Stacked with moral and political arguments, Carl Foreman’s script immediately frames High Noon as yet another Kramer message picture. Newly retired Marshall Will Kane (Gary Cooper) marries Quaker Amy Fowler (Grace Kelly) just as news arrives in Hadleyville that criminal Frank Miller (Ian MacDonald) is coming in on the Noon train, hot for revenge. Knowing that the deadly Miller won’t go away, Kane resolves to face him head on, and goes to the community for support. Kane instead finds himself isolated and under attack from his friends and neighbors.

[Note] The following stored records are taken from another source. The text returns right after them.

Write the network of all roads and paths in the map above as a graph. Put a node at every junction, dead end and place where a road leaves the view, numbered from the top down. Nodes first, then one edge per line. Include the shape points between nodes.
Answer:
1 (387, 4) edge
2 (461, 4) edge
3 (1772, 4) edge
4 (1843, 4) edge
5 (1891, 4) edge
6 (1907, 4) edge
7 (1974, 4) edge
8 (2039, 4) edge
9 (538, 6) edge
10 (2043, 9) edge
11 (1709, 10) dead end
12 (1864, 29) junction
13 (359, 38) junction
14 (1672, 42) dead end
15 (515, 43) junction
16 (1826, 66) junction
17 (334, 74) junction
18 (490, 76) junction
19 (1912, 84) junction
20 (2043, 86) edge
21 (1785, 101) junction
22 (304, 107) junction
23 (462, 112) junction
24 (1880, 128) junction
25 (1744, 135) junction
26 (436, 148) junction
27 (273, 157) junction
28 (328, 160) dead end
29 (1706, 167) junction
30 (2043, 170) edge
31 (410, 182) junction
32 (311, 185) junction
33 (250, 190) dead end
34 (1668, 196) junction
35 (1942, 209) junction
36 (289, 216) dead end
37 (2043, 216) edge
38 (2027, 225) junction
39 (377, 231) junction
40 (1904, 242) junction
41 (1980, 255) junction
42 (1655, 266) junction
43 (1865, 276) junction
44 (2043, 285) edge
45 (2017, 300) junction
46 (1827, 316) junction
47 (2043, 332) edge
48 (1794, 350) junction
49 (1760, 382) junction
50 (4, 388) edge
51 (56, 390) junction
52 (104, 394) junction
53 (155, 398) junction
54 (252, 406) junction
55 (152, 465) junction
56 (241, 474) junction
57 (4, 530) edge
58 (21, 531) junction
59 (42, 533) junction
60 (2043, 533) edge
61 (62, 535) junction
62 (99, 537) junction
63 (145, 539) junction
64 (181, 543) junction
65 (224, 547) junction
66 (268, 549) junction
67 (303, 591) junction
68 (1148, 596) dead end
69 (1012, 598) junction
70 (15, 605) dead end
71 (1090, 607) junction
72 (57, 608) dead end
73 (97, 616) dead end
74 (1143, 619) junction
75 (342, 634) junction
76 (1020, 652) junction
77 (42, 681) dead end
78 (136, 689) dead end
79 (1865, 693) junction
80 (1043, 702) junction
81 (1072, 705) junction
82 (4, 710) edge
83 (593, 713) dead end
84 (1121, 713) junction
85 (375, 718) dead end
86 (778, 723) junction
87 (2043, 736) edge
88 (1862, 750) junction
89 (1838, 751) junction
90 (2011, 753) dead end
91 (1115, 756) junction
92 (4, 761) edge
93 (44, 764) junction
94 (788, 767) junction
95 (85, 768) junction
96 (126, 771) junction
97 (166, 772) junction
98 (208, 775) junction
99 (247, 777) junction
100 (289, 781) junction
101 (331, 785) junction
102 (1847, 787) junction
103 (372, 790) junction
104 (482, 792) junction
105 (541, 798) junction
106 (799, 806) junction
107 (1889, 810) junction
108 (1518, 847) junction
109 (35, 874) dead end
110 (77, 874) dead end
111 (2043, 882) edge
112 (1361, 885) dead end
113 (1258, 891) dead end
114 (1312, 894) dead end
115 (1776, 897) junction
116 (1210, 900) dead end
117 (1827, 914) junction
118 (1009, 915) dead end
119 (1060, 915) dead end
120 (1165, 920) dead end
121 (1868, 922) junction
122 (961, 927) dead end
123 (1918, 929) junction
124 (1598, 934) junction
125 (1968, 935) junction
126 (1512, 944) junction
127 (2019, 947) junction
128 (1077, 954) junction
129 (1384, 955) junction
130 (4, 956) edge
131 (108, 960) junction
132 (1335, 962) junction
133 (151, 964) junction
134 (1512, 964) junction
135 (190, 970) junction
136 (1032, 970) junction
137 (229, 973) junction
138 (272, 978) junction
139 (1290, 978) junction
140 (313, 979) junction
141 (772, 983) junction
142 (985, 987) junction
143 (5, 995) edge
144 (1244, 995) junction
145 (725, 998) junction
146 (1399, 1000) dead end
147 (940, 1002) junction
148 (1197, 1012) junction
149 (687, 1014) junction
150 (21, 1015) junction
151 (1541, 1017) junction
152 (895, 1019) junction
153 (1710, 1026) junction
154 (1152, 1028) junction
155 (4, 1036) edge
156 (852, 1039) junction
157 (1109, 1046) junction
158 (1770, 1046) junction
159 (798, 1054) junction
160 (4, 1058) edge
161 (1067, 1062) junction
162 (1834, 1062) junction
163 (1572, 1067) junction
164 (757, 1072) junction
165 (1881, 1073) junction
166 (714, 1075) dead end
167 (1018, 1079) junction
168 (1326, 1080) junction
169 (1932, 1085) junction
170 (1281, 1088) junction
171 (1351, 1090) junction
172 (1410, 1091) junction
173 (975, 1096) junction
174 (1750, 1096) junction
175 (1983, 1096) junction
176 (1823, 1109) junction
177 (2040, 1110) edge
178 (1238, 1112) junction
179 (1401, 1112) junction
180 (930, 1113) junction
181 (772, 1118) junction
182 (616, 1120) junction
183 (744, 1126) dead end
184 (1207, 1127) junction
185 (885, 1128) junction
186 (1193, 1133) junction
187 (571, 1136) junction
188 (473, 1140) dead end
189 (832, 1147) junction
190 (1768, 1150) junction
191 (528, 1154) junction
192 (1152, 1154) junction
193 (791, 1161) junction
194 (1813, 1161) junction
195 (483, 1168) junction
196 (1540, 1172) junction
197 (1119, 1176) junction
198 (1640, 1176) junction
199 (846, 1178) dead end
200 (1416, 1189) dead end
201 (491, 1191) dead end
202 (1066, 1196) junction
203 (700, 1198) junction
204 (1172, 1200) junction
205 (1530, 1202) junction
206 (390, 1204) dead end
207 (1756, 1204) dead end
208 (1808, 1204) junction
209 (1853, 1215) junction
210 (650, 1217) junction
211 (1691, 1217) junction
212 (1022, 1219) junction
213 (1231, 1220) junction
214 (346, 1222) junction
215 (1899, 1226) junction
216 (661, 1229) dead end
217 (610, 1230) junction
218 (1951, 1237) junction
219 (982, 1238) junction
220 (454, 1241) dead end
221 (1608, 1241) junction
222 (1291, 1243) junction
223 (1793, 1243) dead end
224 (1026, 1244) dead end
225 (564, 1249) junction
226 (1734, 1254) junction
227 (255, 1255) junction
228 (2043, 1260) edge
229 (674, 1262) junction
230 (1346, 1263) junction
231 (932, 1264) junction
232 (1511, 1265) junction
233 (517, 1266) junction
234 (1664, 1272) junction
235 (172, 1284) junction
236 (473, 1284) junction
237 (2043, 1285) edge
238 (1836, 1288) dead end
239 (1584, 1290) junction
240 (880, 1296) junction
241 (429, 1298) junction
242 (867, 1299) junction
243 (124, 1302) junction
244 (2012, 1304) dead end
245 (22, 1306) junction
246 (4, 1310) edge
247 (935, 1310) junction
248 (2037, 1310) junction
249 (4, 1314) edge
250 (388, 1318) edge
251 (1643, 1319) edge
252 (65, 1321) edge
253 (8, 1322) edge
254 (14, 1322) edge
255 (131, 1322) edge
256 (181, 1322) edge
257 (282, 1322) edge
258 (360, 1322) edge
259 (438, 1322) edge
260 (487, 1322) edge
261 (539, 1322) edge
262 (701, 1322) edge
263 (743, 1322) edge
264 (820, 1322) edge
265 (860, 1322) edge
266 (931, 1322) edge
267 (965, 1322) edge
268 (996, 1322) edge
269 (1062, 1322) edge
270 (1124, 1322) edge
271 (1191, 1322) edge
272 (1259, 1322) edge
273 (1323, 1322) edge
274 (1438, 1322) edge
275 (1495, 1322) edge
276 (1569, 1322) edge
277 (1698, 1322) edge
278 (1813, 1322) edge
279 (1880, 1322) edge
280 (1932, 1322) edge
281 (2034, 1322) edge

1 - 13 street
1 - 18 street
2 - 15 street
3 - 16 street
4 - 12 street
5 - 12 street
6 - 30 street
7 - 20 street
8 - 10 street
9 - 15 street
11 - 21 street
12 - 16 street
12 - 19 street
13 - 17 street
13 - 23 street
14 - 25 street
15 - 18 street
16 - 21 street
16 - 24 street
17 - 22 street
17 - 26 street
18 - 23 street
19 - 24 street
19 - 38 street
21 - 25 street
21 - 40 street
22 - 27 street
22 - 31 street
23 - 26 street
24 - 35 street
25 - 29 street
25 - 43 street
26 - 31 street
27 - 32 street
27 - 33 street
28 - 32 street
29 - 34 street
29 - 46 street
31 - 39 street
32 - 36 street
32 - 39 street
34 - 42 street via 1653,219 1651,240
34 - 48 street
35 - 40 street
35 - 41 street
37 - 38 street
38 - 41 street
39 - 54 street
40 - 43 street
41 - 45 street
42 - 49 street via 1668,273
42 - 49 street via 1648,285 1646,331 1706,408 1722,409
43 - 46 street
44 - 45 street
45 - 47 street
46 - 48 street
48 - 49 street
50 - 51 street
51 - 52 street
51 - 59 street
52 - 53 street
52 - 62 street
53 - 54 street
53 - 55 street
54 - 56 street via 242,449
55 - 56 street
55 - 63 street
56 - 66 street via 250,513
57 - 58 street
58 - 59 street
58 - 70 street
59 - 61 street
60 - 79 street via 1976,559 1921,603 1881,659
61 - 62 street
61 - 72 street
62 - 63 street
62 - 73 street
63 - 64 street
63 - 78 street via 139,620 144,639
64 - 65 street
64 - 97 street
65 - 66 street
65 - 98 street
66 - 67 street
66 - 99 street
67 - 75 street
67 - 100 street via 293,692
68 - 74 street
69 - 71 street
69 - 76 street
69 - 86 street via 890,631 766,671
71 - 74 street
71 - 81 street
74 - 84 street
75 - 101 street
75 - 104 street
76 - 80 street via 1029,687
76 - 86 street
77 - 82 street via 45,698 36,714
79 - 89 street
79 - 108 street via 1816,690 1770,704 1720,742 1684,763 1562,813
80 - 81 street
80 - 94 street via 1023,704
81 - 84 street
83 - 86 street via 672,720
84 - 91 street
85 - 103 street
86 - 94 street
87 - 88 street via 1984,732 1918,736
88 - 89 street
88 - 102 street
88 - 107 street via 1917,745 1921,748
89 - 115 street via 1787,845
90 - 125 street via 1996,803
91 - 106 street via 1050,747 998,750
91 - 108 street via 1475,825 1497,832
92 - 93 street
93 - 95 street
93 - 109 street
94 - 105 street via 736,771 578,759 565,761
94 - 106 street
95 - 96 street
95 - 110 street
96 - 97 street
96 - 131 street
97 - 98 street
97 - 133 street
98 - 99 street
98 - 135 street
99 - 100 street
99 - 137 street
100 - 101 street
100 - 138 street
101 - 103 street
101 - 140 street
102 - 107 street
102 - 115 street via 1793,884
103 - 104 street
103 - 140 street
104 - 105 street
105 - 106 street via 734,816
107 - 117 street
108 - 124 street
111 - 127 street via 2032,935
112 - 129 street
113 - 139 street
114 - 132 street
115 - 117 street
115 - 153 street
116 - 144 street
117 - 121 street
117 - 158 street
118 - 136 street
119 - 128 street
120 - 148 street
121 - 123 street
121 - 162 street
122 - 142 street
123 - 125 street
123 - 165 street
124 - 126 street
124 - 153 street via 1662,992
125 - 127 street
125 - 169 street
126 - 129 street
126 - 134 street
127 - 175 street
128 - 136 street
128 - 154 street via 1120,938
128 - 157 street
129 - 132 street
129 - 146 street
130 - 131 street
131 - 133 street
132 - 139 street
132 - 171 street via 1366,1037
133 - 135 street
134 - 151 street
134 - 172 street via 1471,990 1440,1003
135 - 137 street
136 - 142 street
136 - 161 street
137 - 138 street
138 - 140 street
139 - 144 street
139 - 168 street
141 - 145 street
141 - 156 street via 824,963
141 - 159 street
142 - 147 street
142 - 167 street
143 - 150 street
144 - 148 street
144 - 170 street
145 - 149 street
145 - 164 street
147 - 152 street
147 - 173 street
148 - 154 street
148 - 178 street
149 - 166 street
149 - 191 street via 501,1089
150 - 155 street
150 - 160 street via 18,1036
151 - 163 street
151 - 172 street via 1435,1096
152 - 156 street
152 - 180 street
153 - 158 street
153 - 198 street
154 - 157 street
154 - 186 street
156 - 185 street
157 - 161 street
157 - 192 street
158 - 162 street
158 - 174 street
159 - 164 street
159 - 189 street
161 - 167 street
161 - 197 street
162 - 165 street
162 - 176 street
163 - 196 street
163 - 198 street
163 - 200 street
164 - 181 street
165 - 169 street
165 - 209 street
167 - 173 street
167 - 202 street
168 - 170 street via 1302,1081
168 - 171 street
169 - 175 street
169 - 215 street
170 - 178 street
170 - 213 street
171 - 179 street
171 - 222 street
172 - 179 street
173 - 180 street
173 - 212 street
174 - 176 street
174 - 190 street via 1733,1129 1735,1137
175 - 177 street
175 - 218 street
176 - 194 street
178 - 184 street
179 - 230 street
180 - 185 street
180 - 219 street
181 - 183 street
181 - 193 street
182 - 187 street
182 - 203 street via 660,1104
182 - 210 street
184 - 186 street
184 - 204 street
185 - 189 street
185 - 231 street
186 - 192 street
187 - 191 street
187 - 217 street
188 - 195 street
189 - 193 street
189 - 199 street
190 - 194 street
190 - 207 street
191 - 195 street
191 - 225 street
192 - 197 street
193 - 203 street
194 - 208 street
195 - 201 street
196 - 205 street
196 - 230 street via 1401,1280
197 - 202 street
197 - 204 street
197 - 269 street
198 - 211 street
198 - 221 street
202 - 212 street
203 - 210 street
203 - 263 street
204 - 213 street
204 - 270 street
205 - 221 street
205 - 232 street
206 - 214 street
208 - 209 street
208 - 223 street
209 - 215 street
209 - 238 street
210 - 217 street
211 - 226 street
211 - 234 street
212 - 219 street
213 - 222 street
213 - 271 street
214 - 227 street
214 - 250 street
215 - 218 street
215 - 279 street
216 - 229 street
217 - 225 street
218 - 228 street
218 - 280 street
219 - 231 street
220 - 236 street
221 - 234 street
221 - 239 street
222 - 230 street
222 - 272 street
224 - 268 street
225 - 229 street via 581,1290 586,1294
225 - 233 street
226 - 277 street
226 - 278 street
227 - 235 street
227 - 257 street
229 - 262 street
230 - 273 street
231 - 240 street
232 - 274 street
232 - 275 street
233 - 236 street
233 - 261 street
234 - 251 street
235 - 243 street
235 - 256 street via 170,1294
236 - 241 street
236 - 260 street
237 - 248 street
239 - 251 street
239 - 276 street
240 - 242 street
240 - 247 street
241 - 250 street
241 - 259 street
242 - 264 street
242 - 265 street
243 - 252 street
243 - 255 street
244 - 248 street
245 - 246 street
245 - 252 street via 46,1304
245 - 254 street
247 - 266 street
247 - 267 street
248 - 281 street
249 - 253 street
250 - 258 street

The judge (Otto Kruger) flees without a moment’s thought. Amy demands that someone else deal with Miller, now that Kane is no longer Marshall. She threatens to leave if he insists on staying. Bitter that he hasn’t been given Kane’s job, Deputy Harvey Pell (Lloyd Bridges) refuses to help his former boss. The old Marshall (Lon Chaney Jr.) can’t help because he’s crippled with arthritis. The boys at the bar are Miller’s friends, and cynically welcome a showdown. When Kane appeals for deputies at the local church, a public debate dissolves into a chorus of recriminations and blame passing. Kane must face Miller alone. Foolishly concluding that her husband still yearns for the wealthy Mexican businesswoman Helen Ramirez (Katy Jurado), Amy plans to leave town on the same train bringing Frank Miller.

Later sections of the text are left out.